CoAVT: A Cognition-Inspired Unified Audio-Visual-Text Pre-Training Model for Multimodal Processing

There has been a long-standing quest for a unified audio-visual-text model to enable various multimodal understanding tasks, which mimics the listening, seeing and reading process of human beings. Humans tends to represent knowledge using two separate systems: one for representing verbal (textual) information and one for representing non-verbal (visual and auditory) information. These two systems can operate independently but can also interact with each other. Motivated by this understanding of human cognition, in this paper, we introduce CoAVT -- a novel cognition-inspired Correlated Audio-Visual-Text pre-training model to connect the three modalities. It contains a joint audio-visual encoder that learns to encode audio-visual synchronization information together with the audio and visual content for non-verbal information, and a text encoder to handle textual input for verbal information. To bridge the gap between modalities, CoAVT employs a query encoder, which contains a set of learnable query embeddings, and extracts the most informative audiovisual features of the corresponding text. Additionally, to leverage the correspondences between audio and vision with language respectively, we also establish the audio-text and visual-text bi-modal alignments upon the foundational audiovisual-text tri-modal alignment to enhance the multimodal representation learning. Finally, we jointly optimize CoAVT model with three multimodal objectives: contrastive loss, matching loss and language modeling loss. Extensive experiments show that CoAVT can learn strong multimodal correlations and be generalized to various downstream tasks. CoAVT establishes new state-of-the-art performance on text-video retrieval task on AudioCaps for both zero-shot and fine-tuning settings, audio-visual event classification and audio-visual retrieval tasks on AudioSet and VGGSound.

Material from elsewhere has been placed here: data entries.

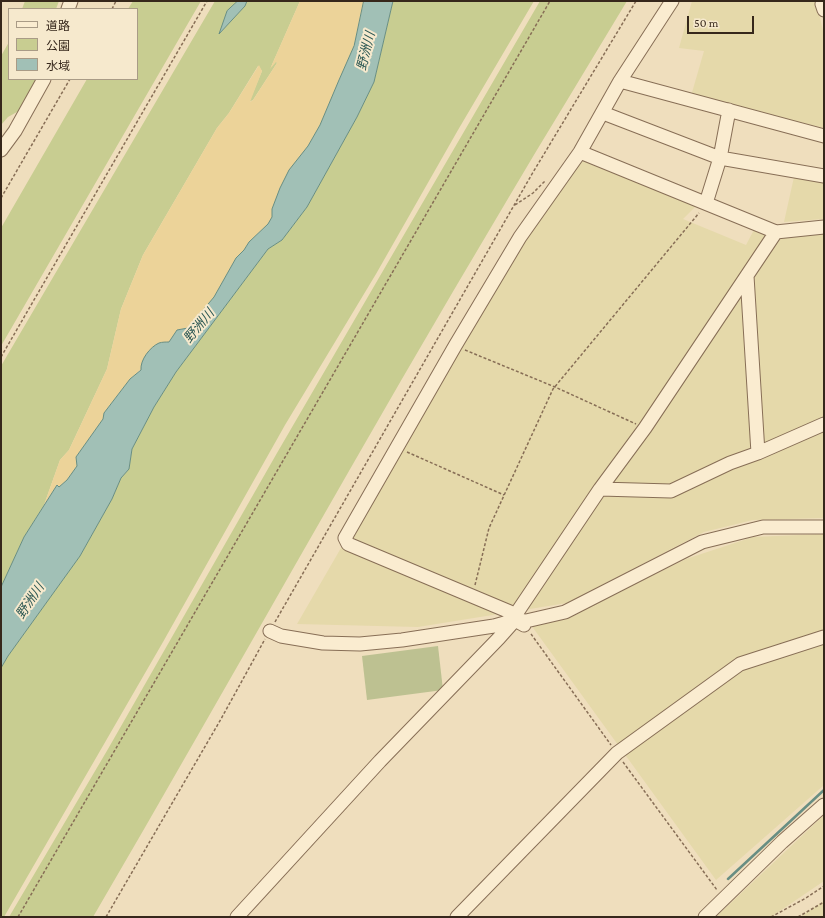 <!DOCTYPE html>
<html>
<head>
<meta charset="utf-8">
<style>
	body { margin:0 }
	#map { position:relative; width:825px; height:918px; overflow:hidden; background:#efdebd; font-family:"Crimson Pro","Noto Sans JP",serif }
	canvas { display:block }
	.frame { position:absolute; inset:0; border:2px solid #36271b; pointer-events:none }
	.legend { position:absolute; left:8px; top:8px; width:130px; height:72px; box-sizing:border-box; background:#f6e9cd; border:1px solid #a99b86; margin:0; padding:5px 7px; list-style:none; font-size:12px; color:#36271b }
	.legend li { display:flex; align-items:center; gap:8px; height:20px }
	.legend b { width:20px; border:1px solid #a99b86 }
	.scale { position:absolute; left:687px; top:16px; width:67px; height:18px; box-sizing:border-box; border:2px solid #36271b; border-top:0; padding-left:5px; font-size:12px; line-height:14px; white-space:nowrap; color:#36271b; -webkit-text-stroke:3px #f6e9cd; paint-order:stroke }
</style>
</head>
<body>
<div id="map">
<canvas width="825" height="918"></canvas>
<div class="frame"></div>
<ul class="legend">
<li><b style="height:5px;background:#faecd0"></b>道路</li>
<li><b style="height:11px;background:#c8cd91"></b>公園</li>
<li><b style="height:11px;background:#a1c0b6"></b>水域</li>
</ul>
<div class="scale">50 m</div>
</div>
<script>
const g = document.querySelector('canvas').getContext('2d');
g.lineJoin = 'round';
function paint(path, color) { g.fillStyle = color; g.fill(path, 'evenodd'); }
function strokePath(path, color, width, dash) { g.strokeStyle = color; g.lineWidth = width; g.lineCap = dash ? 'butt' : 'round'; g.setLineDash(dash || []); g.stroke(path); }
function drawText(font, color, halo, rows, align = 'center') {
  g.font = font + ' "Crimson Pro","Noto Sans JP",serif'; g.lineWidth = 4; g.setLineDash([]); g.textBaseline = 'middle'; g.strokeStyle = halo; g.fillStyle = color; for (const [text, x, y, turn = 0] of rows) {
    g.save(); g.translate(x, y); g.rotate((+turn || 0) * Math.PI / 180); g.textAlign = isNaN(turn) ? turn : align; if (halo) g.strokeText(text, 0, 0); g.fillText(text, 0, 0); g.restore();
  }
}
paint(new Path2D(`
	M692,1H816L824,35V128L691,96L704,51L679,48Z
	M582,156L697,205L683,219L746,245L756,226L824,231V518L753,520L704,532L567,603L418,627L297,624L522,235Z
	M794,177L824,182V211L823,219L784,222Z
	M824,534V785L716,880L531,625L567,618L686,559L753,537Z
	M824,815V881L771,917H716Z
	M824,901V917H800Z`), '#e5d9aa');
paint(new Path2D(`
	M25,1H59L56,9H22Z
	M133,1H201L1,346V228L87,79H137V9H128Z
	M215,1H238L227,11L220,33L245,6L247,1H300L271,67L276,61L277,63L253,100L249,102L262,71L258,66L229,113L217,128L143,255L121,309L107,369L69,450L60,460L44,505L24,537L1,587V366Z
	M393,1H534L458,130L376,274L285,425L163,642L4,917H1V668L8,656L80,556L112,499L121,478L129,469L132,449L154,407L176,372L268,249L282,240L307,207L357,117L374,82Z
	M540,1H627C587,68 546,134 506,202C365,438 232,679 93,917H9L108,749L277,453Z
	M9,42V79H37L24,108L8,117L1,125V56Z`), '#c8cd91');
paint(new Path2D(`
	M300,1H364L354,46L320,125L272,209V217L268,224L249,242L244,250L236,258L214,297L188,328L177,330L169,342L159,343L141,369L130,379L104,413L103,419L76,457L77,466L67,480L59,487L57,485L44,505L60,460L69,450L107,369L121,309L143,255L217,128L229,113L259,65L262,71L250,102L253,100L277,63L276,62L270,69Z`), '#ecd399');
paint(new Path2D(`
	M438,646L443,690L367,700L362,656Z`), '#bdc191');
const water = new Path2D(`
	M238,1H247L245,6L219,34L227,11Z
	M364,1H393L374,82L357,117L307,207L282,240L268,249L176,372L154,407L132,449L129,469L121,478L112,499L80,556L8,656L1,668V587L24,537L57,485L59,487L67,480L77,466L76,457L103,419L104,413L130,379L141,370C140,360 150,347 159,343C162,342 166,342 169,342L177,330L188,328L214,297L236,258L244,250L249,242L268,224L272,217V209L280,188L289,170L308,146L320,125L339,80L354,46Z`);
paint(water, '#a1c0b6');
strokePath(water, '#688e83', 1);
strokePath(new Path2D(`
	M728,879L824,790`), '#688e83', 2.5);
const minor = new Path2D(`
	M823,1L822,4L824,10
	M68,9L71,1
	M620,81L824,136
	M603,113L720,158L824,176
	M1,150L15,131L44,79
	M580,152L776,232L824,227
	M706,203L720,158L729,110
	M747,276L758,453
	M600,489L671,491L730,463L758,453L824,424
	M524,625L515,620L510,612L348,544L345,538L455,346L520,237L580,152L620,81L672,1
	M270,631L281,636L323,643L360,644L402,640L494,626L515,620L526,621L565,612L702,542L763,527H824
	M237,917L380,761L499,638L515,620L518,611L600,489L645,428L776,232
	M457,917L617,753L740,664L824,637
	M705,917L782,842L824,805`);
strokePath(minor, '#876e56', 15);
strokePath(new Path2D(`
	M112,9L116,1
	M1,198L70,79
	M515,205L533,193L546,180
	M465,350L555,387L636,424
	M1,357L207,1
	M407,452L504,495
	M475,585L489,528L553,389L699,213
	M275,622L532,174L636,1
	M531,634L611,745
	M623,762L717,890
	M18,917L550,1
	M106,917L221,719L265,639
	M771,917L806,898L824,886
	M798,917L824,902`), '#876e56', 1.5, [3, 2]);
strokePath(minor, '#faecd0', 13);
drawText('italic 13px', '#2a5652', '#f6e9cd', [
	["野洲川",366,51,-76],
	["野洲川",199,326,-50],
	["野洲川",30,601,-56]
]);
</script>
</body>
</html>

翻译：长期以来，人们一直致力于构建统一的音视频-文本模型，以实现各种多模态理解任务，这模拟了人类听、看和阅读的过程。人类倾向于使用两个独立的系统来表征知识：一个用于表征语言（文本）信息，另一个用于表征非语言（视觉和听觉）信息。这两个系统可以独立运作，但也能相互交互。受人类认知理解的启发，本文提出了CoAVT——一种新颖的、受认知启发的关联音视频-文本预训练模型，用于连接这三种模态。该模型包含一个联合音视频编码器，该编码器学习将音视频同步信息与音频和视觉内容一起编码为非语言信息；以及一个文本编码器，用于处理文本输入中的语言信息。为了弥合模态之间的差距，CoAVT采用了一个查询编码器，其中包含一组可学习的查询嵌入，并提取对应文本中信息量最丰富的音视频特征。此外，为了分别利用音频与视觉和语言之间的对应关系，我们还在基础的音视频-文本三模态对齐基础上，建立了音频-文本和视觉-文本双模态对齐，以增强多模态表征学习。最后，我们通过三个多模态目标联合优化CoAVT模型：对比损失、匹配损失和语言建模损失。大量实验表明，CoAVT能够学习到强大的多模态相关性，并泛化到各种下游任务中。在AudioCaps数据集上的文本-视频检索任务中，CoAVT在零样本和微调设置下均取得了新的最优性能；在AudioSet和VGGSound数据集上的音视频事件分类和音视频检索任务中也同样如此。